Your goal — Find the number of lines containing the string "nodes" in the data. Answer with the number by itself.

Data —
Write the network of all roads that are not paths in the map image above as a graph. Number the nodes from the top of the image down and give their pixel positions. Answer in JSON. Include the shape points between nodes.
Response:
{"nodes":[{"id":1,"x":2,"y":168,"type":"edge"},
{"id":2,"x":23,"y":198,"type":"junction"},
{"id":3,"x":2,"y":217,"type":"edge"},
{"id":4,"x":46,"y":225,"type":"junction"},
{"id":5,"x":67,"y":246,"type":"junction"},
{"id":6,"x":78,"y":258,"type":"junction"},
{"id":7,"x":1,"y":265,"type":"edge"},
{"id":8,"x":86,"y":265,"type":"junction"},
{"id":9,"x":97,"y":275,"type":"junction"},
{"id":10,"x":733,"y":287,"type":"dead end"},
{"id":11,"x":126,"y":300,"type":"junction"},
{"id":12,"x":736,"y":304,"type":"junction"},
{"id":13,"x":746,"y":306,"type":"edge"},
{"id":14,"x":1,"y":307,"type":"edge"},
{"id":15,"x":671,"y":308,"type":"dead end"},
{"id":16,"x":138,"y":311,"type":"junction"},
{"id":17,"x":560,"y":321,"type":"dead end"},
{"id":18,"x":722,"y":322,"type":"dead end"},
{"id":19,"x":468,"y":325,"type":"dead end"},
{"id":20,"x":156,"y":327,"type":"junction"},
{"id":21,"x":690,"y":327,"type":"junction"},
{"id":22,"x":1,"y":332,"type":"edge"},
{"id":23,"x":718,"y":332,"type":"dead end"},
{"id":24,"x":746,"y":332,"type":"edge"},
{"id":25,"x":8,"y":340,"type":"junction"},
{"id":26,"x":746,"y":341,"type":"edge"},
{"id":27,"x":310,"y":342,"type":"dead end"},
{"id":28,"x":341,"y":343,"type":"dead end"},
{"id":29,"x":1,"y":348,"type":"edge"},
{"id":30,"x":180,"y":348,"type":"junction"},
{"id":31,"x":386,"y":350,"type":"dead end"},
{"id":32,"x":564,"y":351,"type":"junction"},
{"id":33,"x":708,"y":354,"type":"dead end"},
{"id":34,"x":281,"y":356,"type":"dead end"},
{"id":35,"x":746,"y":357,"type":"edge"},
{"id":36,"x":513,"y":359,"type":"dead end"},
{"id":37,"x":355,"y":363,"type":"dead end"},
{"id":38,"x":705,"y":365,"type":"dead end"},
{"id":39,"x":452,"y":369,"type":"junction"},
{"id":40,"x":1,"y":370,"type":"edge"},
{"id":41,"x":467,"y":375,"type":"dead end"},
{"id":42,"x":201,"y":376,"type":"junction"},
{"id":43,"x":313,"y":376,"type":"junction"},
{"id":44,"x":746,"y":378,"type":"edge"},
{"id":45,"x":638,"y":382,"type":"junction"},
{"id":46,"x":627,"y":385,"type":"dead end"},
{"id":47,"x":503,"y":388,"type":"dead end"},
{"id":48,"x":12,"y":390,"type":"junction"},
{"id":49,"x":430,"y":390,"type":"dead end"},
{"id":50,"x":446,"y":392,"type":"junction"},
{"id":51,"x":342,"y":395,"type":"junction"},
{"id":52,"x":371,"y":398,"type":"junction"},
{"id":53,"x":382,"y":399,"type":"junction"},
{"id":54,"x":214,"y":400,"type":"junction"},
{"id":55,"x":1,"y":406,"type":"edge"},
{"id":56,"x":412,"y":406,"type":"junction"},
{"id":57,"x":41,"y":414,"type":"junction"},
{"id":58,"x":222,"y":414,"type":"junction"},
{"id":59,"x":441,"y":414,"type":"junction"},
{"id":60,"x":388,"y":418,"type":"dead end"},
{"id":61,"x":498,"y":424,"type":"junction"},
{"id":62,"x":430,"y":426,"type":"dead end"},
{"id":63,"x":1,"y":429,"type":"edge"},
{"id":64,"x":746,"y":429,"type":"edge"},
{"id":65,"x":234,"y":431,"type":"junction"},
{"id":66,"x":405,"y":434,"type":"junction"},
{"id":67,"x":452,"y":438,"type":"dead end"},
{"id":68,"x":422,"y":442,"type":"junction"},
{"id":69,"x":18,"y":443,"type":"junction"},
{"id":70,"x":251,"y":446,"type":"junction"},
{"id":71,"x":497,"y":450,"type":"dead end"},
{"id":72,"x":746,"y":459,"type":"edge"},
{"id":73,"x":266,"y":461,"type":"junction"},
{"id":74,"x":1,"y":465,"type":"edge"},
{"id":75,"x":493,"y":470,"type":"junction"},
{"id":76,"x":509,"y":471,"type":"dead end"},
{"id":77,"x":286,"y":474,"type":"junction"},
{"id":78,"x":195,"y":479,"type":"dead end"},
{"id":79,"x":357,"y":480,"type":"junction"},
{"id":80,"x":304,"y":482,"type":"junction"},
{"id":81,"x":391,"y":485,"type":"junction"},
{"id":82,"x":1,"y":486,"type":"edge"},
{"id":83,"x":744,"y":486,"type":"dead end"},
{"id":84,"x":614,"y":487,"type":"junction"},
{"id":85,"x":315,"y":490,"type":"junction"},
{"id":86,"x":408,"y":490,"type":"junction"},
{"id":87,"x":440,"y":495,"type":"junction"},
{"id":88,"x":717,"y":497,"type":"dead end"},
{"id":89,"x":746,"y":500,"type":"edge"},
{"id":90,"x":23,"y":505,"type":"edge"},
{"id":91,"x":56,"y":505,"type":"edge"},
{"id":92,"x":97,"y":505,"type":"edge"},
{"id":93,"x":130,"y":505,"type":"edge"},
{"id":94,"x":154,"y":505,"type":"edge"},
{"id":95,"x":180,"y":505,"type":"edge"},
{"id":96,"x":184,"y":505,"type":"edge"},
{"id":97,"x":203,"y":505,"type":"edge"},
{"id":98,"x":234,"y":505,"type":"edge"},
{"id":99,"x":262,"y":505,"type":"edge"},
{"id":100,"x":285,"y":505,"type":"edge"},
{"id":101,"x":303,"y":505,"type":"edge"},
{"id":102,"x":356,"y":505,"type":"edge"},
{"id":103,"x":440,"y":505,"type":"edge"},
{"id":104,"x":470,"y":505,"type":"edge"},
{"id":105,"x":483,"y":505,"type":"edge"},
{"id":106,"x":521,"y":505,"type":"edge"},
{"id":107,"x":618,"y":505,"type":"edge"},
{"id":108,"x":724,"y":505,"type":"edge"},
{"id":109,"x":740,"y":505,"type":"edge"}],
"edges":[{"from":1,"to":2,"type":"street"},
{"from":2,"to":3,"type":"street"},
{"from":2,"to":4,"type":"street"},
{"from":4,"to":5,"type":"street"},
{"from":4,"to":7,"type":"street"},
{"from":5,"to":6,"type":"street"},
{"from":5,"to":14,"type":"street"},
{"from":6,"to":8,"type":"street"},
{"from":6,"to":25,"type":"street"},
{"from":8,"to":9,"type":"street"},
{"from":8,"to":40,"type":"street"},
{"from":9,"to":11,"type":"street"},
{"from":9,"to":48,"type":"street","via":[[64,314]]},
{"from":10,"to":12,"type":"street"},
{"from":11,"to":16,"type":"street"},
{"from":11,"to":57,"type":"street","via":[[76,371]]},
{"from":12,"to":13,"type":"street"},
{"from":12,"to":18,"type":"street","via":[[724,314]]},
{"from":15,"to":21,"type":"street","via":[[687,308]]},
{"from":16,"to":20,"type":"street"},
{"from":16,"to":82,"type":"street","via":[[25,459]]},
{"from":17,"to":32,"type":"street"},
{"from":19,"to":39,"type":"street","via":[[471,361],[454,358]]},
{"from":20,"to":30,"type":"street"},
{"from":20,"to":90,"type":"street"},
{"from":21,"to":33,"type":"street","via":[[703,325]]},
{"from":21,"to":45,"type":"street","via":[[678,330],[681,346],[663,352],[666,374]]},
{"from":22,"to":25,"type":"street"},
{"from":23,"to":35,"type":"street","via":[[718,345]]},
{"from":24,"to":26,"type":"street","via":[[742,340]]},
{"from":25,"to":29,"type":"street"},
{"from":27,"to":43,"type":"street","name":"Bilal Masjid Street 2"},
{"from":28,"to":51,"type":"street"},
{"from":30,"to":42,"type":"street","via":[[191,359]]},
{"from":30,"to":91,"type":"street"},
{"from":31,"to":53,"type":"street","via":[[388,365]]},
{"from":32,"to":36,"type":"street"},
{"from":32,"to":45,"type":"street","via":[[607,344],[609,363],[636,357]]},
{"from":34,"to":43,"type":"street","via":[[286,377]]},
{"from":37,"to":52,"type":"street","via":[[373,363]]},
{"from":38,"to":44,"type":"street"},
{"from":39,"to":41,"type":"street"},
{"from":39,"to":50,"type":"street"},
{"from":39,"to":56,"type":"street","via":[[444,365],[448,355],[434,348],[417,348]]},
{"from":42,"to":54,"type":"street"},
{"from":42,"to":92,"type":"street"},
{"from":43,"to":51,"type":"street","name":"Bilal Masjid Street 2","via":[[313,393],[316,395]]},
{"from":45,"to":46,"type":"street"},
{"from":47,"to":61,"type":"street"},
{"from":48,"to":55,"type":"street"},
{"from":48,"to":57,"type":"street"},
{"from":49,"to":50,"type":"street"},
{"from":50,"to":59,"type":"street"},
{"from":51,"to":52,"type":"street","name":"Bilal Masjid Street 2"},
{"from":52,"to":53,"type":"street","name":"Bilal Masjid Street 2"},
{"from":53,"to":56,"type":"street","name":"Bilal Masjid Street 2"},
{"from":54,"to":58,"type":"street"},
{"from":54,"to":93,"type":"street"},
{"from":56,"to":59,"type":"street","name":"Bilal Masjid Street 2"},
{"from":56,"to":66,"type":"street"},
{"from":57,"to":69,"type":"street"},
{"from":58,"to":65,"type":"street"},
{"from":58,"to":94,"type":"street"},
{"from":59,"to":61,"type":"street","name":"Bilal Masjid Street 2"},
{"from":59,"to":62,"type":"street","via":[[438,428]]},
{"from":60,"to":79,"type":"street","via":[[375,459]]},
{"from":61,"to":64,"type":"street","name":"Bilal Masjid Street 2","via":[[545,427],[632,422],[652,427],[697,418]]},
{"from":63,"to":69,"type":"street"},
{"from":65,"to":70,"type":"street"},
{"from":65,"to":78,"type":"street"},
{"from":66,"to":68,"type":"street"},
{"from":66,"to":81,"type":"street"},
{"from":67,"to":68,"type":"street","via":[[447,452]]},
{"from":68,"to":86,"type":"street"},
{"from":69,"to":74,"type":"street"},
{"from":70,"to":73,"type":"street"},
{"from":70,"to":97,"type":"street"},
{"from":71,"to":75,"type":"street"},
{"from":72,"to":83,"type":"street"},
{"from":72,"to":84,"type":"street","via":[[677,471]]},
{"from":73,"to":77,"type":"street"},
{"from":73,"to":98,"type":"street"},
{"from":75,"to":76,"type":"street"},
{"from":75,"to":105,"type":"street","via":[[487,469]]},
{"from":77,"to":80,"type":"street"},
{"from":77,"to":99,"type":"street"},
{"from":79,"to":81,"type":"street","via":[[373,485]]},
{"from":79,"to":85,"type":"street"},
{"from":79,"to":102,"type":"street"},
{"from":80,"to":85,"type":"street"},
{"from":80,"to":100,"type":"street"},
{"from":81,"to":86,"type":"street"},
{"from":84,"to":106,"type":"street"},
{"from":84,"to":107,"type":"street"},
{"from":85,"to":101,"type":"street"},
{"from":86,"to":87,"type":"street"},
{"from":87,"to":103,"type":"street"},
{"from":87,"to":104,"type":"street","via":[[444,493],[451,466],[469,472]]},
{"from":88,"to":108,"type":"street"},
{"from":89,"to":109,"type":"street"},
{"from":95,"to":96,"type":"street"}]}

Exercise response — 2